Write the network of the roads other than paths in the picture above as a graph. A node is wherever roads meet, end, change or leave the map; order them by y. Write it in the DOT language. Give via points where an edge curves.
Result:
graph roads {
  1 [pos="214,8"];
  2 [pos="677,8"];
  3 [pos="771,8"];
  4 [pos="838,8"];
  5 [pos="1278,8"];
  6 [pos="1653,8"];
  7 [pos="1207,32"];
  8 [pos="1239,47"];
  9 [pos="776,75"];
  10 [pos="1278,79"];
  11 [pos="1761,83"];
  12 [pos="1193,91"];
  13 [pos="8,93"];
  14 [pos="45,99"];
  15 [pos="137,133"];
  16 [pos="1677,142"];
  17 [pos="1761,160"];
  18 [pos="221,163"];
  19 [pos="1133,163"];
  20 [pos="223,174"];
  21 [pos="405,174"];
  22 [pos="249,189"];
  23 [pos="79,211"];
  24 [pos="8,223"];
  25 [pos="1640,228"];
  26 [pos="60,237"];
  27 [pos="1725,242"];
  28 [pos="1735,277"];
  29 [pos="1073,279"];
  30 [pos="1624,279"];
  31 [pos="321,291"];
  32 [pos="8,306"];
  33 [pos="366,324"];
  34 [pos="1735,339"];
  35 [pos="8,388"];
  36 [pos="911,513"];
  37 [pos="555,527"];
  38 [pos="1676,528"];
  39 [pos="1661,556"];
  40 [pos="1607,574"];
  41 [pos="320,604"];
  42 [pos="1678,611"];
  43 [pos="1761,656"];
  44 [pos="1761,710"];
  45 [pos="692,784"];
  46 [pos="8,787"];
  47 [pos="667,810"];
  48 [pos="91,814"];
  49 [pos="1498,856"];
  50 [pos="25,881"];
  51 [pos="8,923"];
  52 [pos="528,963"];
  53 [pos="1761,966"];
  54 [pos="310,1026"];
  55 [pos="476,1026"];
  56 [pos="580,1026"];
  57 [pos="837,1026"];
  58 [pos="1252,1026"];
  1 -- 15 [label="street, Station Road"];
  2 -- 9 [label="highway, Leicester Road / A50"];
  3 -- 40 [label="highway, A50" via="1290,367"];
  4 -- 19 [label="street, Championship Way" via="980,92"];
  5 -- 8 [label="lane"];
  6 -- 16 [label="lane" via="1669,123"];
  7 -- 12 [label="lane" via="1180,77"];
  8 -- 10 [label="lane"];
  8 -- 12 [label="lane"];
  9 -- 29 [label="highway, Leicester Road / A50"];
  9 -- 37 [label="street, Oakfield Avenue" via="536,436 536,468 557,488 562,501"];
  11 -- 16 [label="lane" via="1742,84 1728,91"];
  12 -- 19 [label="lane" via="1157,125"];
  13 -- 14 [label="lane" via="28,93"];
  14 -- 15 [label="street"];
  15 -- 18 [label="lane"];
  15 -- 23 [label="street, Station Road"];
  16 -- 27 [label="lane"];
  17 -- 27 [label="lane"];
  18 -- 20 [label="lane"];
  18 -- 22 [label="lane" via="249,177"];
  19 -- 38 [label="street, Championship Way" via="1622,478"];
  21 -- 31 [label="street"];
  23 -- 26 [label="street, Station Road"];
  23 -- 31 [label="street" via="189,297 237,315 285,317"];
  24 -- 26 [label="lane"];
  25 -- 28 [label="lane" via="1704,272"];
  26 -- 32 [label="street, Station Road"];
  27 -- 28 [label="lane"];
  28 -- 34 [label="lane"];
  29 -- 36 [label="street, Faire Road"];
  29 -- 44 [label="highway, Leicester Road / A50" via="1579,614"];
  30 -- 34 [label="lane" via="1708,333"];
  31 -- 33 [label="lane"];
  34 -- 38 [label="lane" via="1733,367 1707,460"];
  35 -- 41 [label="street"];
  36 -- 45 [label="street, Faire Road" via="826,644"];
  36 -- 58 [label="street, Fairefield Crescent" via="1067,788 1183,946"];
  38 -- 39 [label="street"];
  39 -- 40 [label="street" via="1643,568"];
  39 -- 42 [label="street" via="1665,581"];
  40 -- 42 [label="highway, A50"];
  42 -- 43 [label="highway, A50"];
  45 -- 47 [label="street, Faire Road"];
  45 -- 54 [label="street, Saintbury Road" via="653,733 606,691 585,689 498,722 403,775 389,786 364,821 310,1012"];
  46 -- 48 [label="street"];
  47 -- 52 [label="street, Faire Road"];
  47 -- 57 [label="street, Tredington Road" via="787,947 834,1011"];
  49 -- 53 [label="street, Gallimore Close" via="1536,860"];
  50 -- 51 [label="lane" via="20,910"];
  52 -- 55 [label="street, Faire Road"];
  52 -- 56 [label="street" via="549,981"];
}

About this task
Every entry above should be returned exactly as written.

Task answer
Write the network of the roads other than paths in the picture above as a graph. A node is wherever roads meet, end, change or leave the map; order them by y. Write it in the DOT language. Give via points where an edge curves.
Result:
graph roads {
  1 [pos="214,8"];
  2 [pos="677,8"];
  3 [pos="771,8"];
  4 [pos="838,8"];
  5 [pos="1278,8"];
  6 [pos="1653,8"];
  7 [pos="1207,32"];
  8 [pos="1239,47"];
  9 [pos="776,75"];
  10 [pos="1278,79"];
  11 [pos="1761,83"];
  12 [pos="1193,91"];
  13 [pos="8,93"];
  14 [pos="45,99"];
  15 [pos="137,133"];
  16 [pos="1677,142"];
  17 [pos="1761,160"];
  18 [pos="221,163"];
  19 [pos="1133,163"];
  20 [pos="223,174"];
  21 [pos="405,174"];
  22 [pos="249,189"];
  23 [pos="79,211"];
  24 [pos="8,223"];
  25 [pos="1640,228"];
  26 [pos="60,237"];
  27 [pos="1725,242"];
  28 [pos="1735,277"];
  29 [pos="1073,279"];
  30 [pos="1624,279"];
  31 [pos="321,291"];
  32 [pos="8,306"];
  33 [pos="366,324"];
  34 [pos="1735,339"];
  35 [pos="8,388"];
  36 [pos="911,513"];
  37 [pos="555,527"];
  38 [pos="1676,528"];
  39 [pos="1661,556"];
  40 [pos="1607,574"];
  41 [pos="320,604"];
  42 [pos="1678,611"];
  43 [pos="1761,656"];
  44 [pos="1761,710"];
  45 [pos="692,784"];
  46 [pos="8,787"];
  47 [pos="667,810"];
  48 [pos="91,814"];
  49 [pos="1498,856"];
  50 [pos="25,881"];
  51 [pos="8,923"];
  52 [pos="528,963"];
  53 [pos="1761,966"];
  54 [pos="310,1026"];
  55 [pos="476,1026"];
  56 [pos="580,1026"];
  57 [pos="837,1026"];
  58 [pos="1252,1026"];
  1 -- 15 [label="street, Station Road"];
  2 -- 9 [label="highway, Leicester Road / A50"];
  3 -- 40 [label="highway, A50" via="1290,367"];
  4 -- 19 [label="street, Championship Way" via="980,92"];
  5 -- 8 [label="lane"];
  6 -- 16 [label="lane" via="1669,123"];
  7 -- 12 [label="lane" via="1180,77"];
  8 -- 10 [label="lane"];
  8 -- 12 [label="lane"];
  9 -- 29 [label="highway, Leicester Road / A50"];
  9 -- 37 [label="street, Oakfield Avenue" via="536,436 536,468 557,488 562,501"];
  11 -- 16 [label="lane" via="1742,84 1728,91"];
  12 -- 19 [label="lane" via="1157,125"];
  13 -- 14 [label="lane" via="28,93"];
  14 -- 15 [label="street"];
  15 -- 18 [label="lane"];
  15 -- 23 [label="street, Station Road"];
  16 -- 27 [label="lane"];
  17 -- 27 [label="lane"];
  18 -- 20 [label="lane"];
  18 -- 22 [label="lane" via="249,177"];
  19 -- 38 [label="street, Championship Way" via="1622,478"];
  21 -- 31 [label="street"];
  23 -- 26 [label="street, Station Road"];
  23 -- 31 [label="street" via="189,297 237,315 285,317"];
  24 -- 26 [label="lane"];
  25 -- 28 [label="lane" via="1704,272"];
  26 -- 32 [label="street, Station Road"];
  27 -- 28 [label="lane"];
  28 -- 34 [label="lane"];
  29 -- 36 [label="street, Faire Road"];
  29 -- 44 [label="highway, Leicester Road / A50" via="1579,614"];
  30 -- 34 [label="lane" via="1708,333"];
  31 -- 33 [label="lane"];
  34 -- 38 [label="lane" via="1733,367 1707,460"];
  35 -- 41 [label="street"];
  36 -- 45 [label="street, Faire Road" via="826,644"];
  36 -- 58 [label="street, Fairefield Crescent" via="1067,788 1183,946"];
  38 -- 39 [label="street"];
  39 -- 40 [label="street" via="1643,568"];
  39 -- 42 [label="street" via="1665,581"];
  40 -- 42 [label="highway, A50"];
  42 -- 43 [label="highway, A50"];
  45 -- 47 [label="street, Faire Road"];
  45 -- 54 [label="street, Saintbury Road" via="653,733 606,691 585,689 498,722 403,775 389,786 364,821 310,1012"];
  46 -- 48 [label="street"];
  47 -- 52 [label="street, Faire Road"];
  47 -- 57 [label="street, Tredington Road" via="787,947 834,1011"];
  49 -- 53 [label="street, Gallimore Close" via="1536,860"];
  50 -- 51 [label="lane" via="20,910"];
  52 -- 55 [label="street, Faire Road"];
  52 -- 56 [label="street" via="549,981"];
}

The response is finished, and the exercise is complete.